Does this mean there’s no problem with the link posted on Github? :slight_smile: Though I agree, I should raise an issue there, not discuss it here.

Some of my cents (2 this time) in to this discussion:

The strength of the LoRaWAN implementation of TTN and Chirpstack is its simplicity. The ease with which I can expand coverage by adding an uncomplicated gateway. A gateway that has low demands on administration, connectivity and power.

This is the Achilles heel of the implementation of Helium. They made their Hotspot unnecessary complex and with the complexity, the reliability was heavily affected. Their implementation is not scaleable.

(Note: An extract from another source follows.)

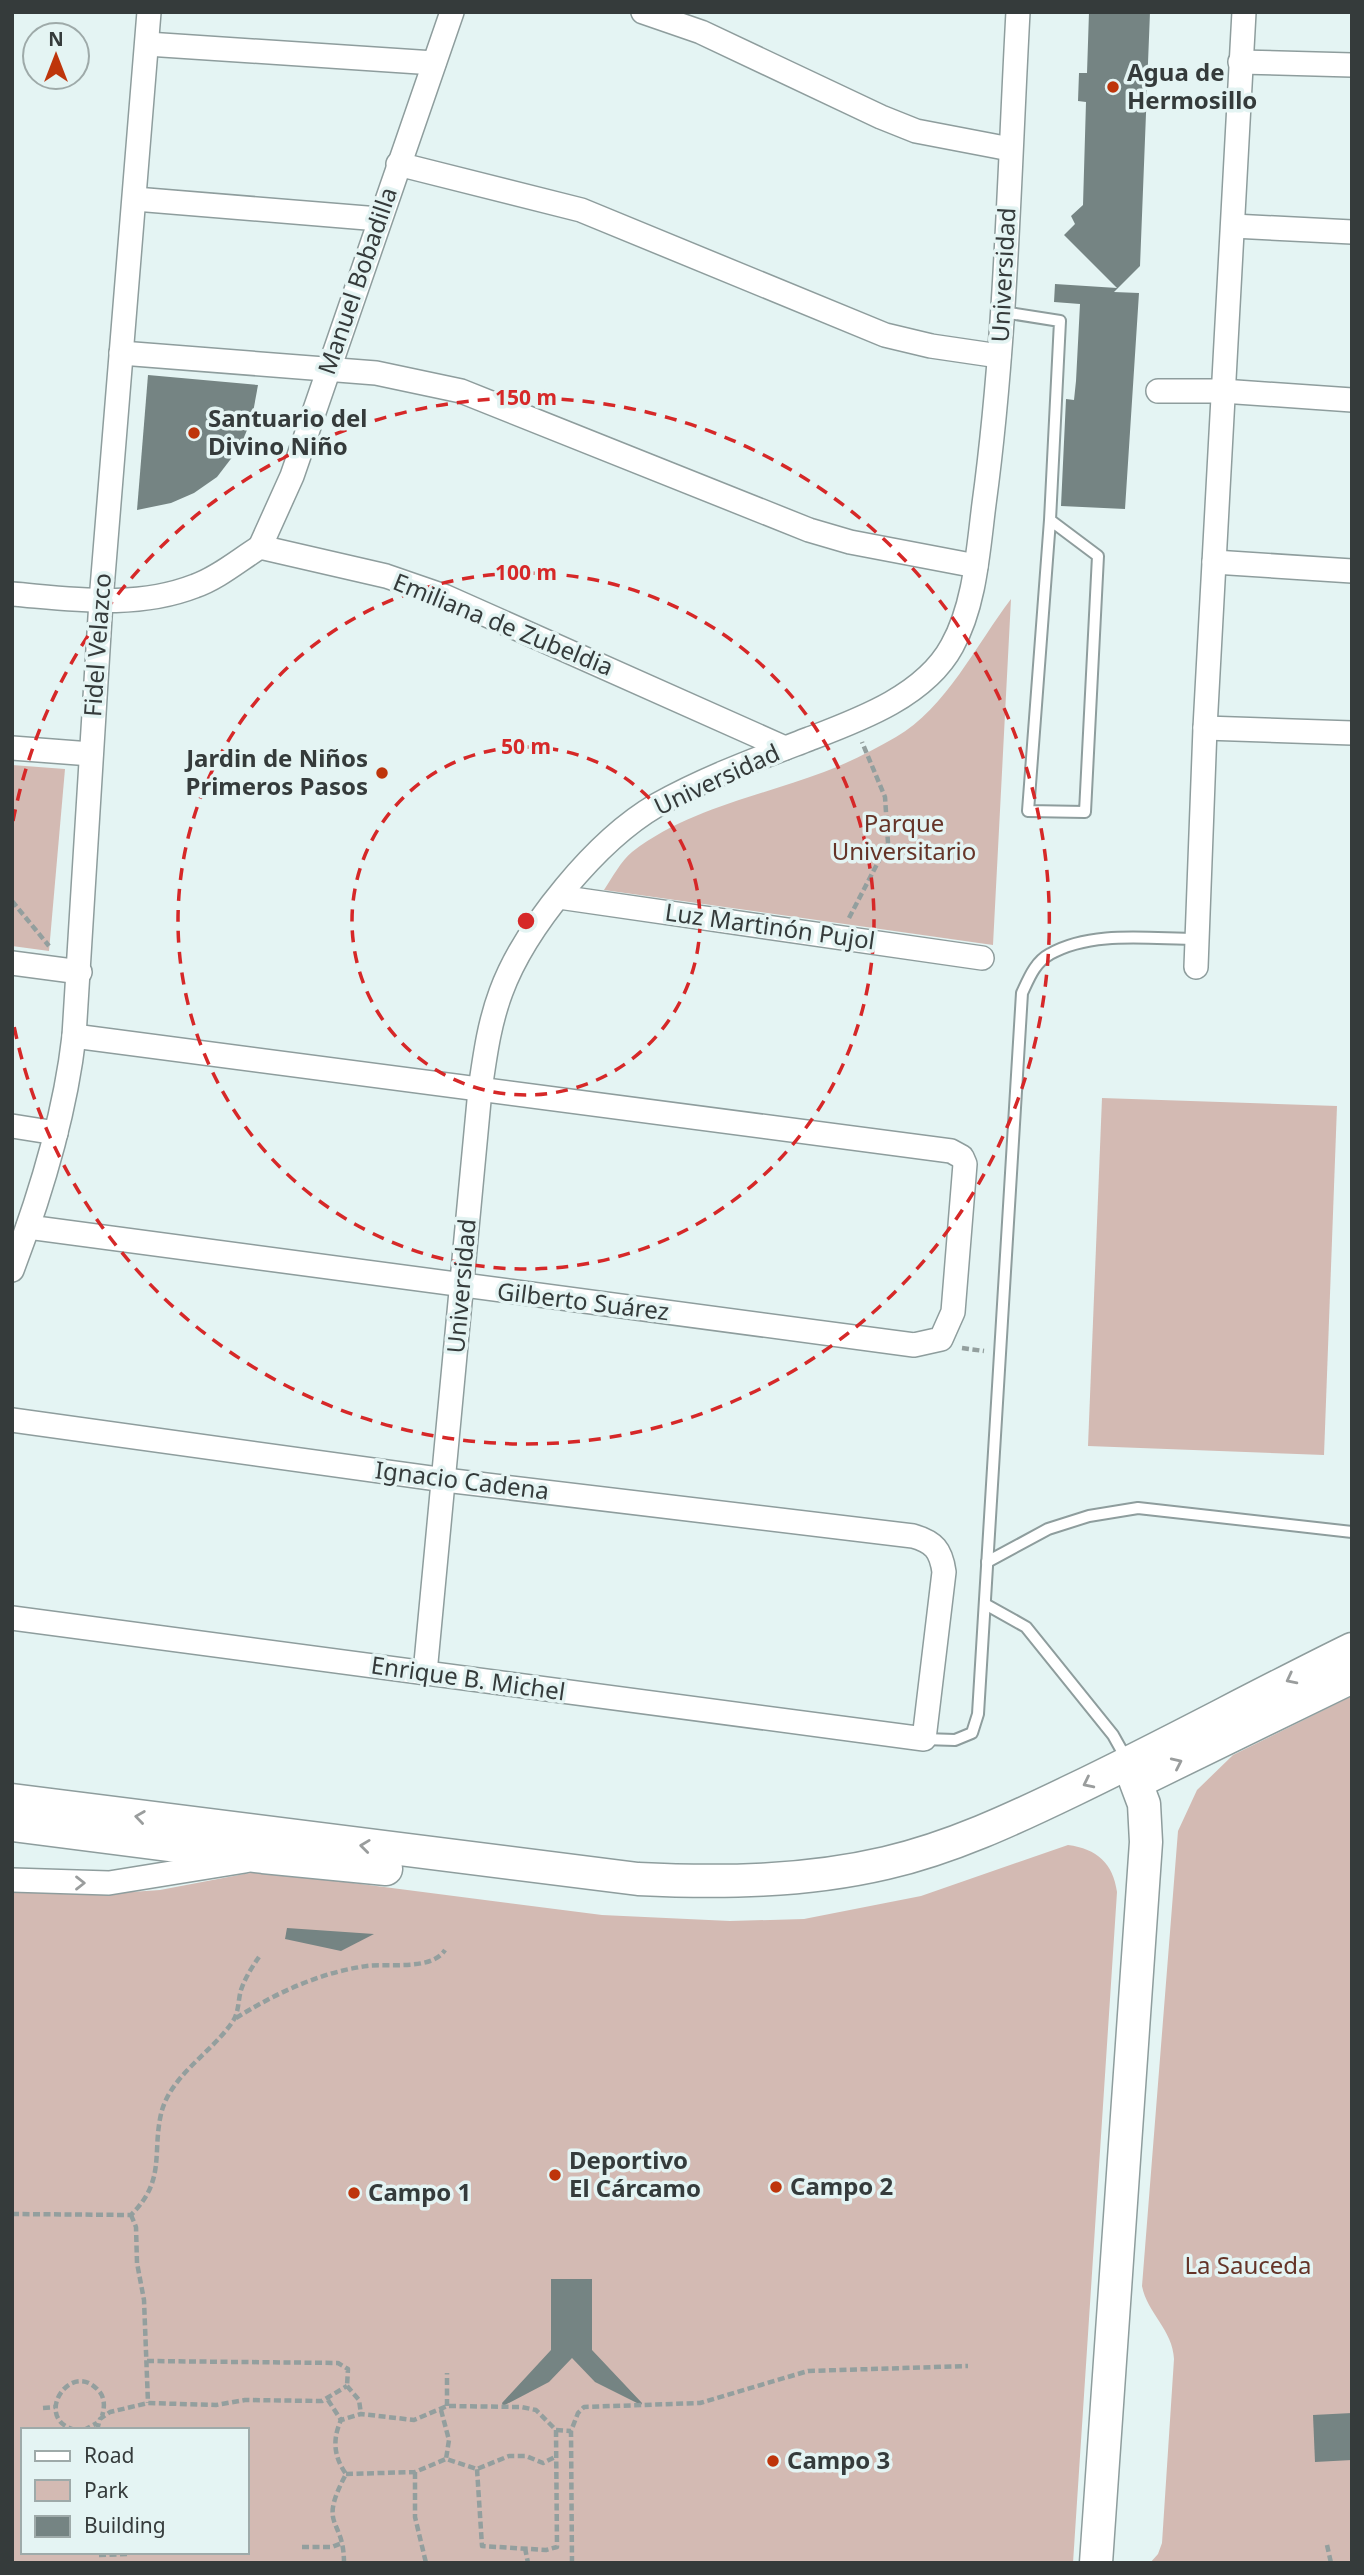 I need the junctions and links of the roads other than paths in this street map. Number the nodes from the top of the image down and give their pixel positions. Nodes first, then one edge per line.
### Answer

Although I am a strong supporter of the knowledge incentive, this incentive is not enough to engage the serious growth of TTN. I feel that communities and consistent contributors to TTN shall be rewarded more than with just a pat on the back with the message “you know very much, well done”.

We have seen the power of crypto now. I am not sure if the side effects are worth it. I do know that in TTN we have to evolve and move to a higher level.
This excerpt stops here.